Лунный свет был ярким, синим.
«Хозяйка… Весело, да?»
Сорахаши-сан произнесла.
Её чистый голос проник без помех, потрясая сердце.
Утром, ночью — она всегда весела.
Золотые волосы колыхались на ветру. Колени покраснели от ползания, но она смеялась беззаботно. Безумная ситуация.
Я тоже засмеялась.
Нелепо, но…
Если нас увидят, будет катастрофа. Но, может, и ладно.
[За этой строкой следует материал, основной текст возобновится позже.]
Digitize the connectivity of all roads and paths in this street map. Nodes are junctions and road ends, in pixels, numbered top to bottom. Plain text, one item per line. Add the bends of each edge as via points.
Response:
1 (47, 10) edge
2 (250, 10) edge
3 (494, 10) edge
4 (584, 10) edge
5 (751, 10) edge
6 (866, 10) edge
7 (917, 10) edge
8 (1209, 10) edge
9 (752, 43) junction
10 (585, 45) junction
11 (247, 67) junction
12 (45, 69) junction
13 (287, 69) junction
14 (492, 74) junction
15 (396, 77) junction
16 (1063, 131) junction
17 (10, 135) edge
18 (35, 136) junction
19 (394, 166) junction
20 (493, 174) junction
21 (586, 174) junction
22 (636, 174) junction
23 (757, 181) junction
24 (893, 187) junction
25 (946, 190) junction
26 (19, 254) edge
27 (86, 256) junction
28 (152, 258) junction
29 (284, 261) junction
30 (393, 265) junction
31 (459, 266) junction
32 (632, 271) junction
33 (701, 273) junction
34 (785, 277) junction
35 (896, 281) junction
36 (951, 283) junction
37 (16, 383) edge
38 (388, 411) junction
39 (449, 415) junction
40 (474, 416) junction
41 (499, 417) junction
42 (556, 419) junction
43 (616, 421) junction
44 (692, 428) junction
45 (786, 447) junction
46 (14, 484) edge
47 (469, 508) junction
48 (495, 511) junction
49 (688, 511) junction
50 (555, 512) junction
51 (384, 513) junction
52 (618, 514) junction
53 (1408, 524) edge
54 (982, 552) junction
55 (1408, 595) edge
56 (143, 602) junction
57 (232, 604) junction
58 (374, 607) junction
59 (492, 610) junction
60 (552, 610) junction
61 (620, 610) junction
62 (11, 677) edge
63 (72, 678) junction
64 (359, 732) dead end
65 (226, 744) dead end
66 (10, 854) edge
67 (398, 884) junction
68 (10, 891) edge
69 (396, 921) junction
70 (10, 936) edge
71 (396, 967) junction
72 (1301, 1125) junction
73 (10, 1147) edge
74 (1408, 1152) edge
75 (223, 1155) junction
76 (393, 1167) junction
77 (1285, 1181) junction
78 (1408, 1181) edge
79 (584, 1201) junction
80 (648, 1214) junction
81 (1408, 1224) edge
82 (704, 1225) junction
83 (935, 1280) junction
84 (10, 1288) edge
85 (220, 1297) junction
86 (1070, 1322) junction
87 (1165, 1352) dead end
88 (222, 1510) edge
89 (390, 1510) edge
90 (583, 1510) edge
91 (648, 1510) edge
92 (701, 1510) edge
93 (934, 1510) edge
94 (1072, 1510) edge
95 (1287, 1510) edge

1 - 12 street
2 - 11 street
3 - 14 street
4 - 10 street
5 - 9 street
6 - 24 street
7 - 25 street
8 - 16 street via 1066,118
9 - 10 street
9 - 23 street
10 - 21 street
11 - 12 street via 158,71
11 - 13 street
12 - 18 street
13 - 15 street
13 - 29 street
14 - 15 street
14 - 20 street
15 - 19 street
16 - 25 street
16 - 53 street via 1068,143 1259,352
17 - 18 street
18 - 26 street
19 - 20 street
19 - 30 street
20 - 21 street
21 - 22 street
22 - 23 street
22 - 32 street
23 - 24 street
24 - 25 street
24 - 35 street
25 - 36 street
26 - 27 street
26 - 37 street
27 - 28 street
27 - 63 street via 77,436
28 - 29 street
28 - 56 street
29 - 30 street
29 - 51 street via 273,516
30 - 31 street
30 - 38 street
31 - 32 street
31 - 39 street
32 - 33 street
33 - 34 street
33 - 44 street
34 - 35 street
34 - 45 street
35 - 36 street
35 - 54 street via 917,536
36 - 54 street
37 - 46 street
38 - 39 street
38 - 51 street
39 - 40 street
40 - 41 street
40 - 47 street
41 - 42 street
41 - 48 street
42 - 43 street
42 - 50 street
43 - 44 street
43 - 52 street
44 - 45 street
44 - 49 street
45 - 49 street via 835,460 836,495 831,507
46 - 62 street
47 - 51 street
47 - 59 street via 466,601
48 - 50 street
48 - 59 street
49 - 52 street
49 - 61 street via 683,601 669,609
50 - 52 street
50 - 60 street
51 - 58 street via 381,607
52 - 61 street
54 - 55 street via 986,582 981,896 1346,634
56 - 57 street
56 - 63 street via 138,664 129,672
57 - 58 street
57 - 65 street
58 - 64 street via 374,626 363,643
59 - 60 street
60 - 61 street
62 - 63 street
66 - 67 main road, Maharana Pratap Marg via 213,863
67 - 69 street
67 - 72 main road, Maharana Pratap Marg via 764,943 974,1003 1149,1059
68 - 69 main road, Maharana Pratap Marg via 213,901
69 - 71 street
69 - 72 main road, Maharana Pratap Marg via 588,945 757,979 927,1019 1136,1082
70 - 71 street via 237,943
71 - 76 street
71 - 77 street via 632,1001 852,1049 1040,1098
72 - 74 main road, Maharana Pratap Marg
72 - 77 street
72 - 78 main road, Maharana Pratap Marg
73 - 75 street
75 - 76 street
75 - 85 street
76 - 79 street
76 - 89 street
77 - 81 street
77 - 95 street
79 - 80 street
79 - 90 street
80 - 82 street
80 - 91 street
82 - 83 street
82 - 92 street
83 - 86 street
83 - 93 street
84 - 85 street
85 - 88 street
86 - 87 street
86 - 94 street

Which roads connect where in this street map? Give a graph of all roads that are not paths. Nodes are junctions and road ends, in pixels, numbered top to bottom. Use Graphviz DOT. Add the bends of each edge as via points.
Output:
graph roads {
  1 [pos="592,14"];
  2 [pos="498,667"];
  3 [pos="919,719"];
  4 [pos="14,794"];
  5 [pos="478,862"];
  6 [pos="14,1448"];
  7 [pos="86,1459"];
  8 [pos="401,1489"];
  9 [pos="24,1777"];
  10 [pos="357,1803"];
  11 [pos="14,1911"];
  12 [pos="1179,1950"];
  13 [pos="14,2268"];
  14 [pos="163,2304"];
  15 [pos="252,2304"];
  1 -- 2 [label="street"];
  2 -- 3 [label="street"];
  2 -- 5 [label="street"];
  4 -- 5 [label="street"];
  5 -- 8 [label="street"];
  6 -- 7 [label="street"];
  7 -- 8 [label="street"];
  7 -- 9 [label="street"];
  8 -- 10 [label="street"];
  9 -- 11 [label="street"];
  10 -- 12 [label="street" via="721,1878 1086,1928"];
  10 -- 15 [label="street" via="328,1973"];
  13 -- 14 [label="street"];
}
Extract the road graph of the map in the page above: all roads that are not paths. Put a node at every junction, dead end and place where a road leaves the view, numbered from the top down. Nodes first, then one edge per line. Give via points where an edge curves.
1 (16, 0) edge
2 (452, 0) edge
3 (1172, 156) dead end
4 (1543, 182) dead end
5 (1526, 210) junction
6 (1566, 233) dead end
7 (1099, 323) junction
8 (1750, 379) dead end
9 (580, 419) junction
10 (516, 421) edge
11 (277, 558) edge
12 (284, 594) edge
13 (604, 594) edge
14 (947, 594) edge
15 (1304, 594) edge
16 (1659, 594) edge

Сорахаши-сан уводит меня в неизвестный мир. Весёлый, болезненный, непонятный, отвратительный. Но тёплый, уютный. Она показывает его.
У неё нет страхов.
Хочу быть как она, но я — это я.
«…Сорахаши-сан. Не страшно?»
«Нормально. Здесь никого. Хозяйка тоже разденется?»
Я опомнилась.
Хоть и пусто, рискованно. Я закрыла дверь и заперла. Если узнают, это преступление.
Камер нет?
Я забеспокоилась, но Сорахаши-сан было плевать.
«Уже закрыла».
«Нас поймают».
«Ха-ха, точно. Плохо».
«Да. …Перверт».
«Это хозяйка хотела открыть».
«Ну, да».
«Странно проявляешь разумность».
«У меня этика».
«Этика? При этом?»
Она хихикнула, шлёпая поводком, как хлыстом. Верно, воспитывать одноклассницу щенком, раздевать и выгуливать — не место морали.
Я выдохнула.
«Холодно же?»
«Холодно, но ок. Весело!»
«Не ок. Подожди, принесу пижаму».
«Хи-хи, даа».
Я правда была не в себе. Всё чаще теряю контроль, скоро беда. Я подобрала пижаму и отдала ей.
Она ушла в комнату, больше ничего не планируя. Я обессилела, прислонившись к стене.
Тут запах лимонного чая защекотал нос. Мой или Мизуки? Вернулась — Мизуки спала спокойно.
«Мизуки… Прости».
Не зная, за что извиняюсь, погладила её. Легла на футон — сон сморил мгновенно.